Project Location: Santa Cruz Island in The Galapagos

Date: October 1, 2016

History and Scope of Problem:

When we think of The Galapagos, we picture pristine beaches and wildlife, flora and fauna endemic to the various islands.

Three of the islands are populated, the largest being Santa Cruz with 18,000 residents. Not everyone works in the lucrative tourist trade. The local inhabitants are hard working people trying to survive in the rural highlands, and yet they have limited access to clean water.

In search of potable water

Finding a sustainable water supply has been problematic on the islands since the early settlers. Except for one short rainy season very little rain falls, and even then it’s irregular and drought conditions prevail. During the rainy season rainwater is captured, but it is not safe to drink. Locals purchase large blue containers that cost $11, and refill them with drinkable water for $2. But even these bottles are not always safe, as the containers are not sanitized and can still hold bacteria.
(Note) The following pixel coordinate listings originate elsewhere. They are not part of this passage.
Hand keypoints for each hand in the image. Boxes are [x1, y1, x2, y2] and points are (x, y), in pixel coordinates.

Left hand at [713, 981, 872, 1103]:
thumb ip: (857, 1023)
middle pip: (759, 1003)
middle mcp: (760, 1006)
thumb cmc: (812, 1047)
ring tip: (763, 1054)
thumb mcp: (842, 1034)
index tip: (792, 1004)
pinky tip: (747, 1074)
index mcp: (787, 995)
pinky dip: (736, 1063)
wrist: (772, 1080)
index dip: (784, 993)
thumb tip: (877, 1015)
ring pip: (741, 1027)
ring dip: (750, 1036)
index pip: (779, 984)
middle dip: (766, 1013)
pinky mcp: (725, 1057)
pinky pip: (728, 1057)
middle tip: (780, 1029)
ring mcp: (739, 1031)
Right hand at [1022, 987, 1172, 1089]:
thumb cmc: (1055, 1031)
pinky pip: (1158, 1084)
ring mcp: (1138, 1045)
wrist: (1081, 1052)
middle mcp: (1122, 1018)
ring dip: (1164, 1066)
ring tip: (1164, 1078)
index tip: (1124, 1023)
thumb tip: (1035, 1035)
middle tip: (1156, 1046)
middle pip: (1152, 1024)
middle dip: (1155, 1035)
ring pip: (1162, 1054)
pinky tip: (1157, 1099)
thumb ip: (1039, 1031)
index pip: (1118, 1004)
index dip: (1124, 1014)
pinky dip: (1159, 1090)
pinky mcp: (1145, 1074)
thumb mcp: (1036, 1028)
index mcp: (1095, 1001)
For the poor farmers in the highlands, this is costly and they have to drive into town regularly to fill up. The Sawyer filters that Waves For Water and The Waterbearers distribute provide a sustainable solution. Each $50 filter serves 100 people for up to 10 years.
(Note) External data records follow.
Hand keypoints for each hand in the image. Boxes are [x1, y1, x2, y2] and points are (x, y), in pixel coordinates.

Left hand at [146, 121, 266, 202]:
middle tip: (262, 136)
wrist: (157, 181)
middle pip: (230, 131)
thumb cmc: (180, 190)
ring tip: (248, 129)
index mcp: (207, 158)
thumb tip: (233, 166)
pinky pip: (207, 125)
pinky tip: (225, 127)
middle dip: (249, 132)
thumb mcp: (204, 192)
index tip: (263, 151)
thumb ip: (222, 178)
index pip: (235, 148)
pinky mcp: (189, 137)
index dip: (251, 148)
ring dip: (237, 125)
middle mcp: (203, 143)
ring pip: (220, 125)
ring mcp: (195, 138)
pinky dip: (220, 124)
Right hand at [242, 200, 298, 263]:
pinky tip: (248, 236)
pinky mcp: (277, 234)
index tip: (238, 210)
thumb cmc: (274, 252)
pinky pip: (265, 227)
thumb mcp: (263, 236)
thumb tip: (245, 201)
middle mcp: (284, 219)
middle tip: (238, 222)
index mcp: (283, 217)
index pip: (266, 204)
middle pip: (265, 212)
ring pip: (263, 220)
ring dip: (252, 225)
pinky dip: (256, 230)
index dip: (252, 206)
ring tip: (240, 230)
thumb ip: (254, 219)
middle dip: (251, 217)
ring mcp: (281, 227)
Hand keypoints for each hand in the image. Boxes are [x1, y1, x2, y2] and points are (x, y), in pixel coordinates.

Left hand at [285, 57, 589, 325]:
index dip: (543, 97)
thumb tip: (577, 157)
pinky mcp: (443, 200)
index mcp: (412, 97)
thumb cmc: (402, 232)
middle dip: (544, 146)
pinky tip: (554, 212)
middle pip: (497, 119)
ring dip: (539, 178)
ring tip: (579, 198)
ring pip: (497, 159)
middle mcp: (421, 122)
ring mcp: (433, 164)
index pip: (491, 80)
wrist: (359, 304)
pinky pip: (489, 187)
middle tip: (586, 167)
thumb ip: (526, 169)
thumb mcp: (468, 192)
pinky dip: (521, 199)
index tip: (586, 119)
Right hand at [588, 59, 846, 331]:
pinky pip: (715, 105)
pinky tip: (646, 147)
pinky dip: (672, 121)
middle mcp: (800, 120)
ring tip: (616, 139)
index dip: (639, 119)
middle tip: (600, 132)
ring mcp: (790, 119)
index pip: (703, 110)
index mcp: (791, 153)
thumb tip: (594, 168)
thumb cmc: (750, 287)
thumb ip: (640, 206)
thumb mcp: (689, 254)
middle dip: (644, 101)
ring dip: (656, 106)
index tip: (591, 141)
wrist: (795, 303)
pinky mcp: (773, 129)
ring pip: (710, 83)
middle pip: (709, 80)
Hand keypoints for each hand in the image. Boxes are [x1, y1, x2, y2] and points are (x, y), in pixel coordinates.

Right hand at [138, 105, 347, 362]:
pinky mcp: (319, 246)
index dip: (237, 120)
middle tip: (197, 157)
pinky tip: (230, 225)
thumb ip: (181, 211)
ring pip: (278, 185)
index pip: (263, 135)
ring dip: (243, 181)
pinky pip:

Clean Water! A Benefit to the Community

The Waterbearers Co-Founder Jane Brinton with Erin Toppenberg and daughter Hudsyn, teamed up with Waves For Water Executive Director Christian Troy, for a water assessment and filter distribution trip.

Guayabillo is in the highlands of Santa Cruz, home to 20 families. There are two schools on the island and 86 children in this community go to school in Santa Rosa. We provided filter assembly training and maintenance to the headmaster Miguel, who will install a clean water system in each classroom. Here the children will have access to clean water, and can take water home to their families. With just one filter demonstration, 14 Filters were distributed and 1,400 men, women and children will have access to safe drinking water.
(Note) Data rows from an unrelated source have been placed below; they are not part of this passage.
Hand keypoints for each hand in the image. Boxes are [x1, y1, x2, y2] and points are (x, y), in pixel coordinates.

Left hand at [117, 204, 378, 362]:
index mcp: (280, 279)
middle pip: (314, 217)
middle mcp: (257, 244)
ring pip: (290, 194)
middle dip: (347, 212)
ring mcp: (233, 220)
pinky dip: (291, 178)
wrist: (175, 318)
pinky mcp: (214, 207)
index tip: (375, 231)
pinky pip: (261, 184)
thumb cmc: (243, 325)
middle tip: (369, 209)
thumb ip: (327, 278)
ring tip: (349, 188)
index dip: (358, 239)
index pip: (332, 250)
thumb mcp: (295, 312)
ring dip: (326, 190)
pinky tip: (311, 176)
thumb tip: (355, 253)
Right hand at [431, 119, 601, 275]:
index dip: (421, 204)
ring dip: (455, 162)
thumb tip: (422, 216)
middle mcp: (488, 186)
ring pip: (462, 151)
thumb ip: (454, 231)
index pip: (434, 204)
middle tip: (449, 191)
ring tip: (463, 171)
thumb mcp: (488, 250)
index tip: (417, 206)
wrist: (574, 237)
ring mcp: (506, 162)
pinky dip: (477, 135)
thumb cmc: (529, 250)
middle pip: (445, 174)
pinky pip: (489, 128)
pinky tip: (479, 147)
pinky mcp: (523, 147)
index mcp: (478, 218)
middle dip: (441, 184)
History of the Galapagos Islands

The islands were discovered in 1535 by accident, when the bishop of Panama sailed to Peru to settle a dispute after the conquest of the Incas and drifted off course. But during the 16th century, it was buccaneers, whalers and a penal colony, that populated the islands. Charles Darwin, the young naturalist and geologist arrived in 1835 on board HMS Beagle, and thus began his scientific exploration on the Theory of Evolution.

Returning to Galapagos

We will return to The Galapagos Islands in 2017 with more filters for more communities, and we encourage you to join us as we deliver our clean water systems and provide training. Our custom journeys offers a unique experience to magical places, and provides an opportunity to discover a deeper understanding of who you are in the world. Each conscious travel experience is designed to capture and enhance your total involvement of what it means to be a Waterbearer. If you’d like to know more contact us info@thewaterbearers.org.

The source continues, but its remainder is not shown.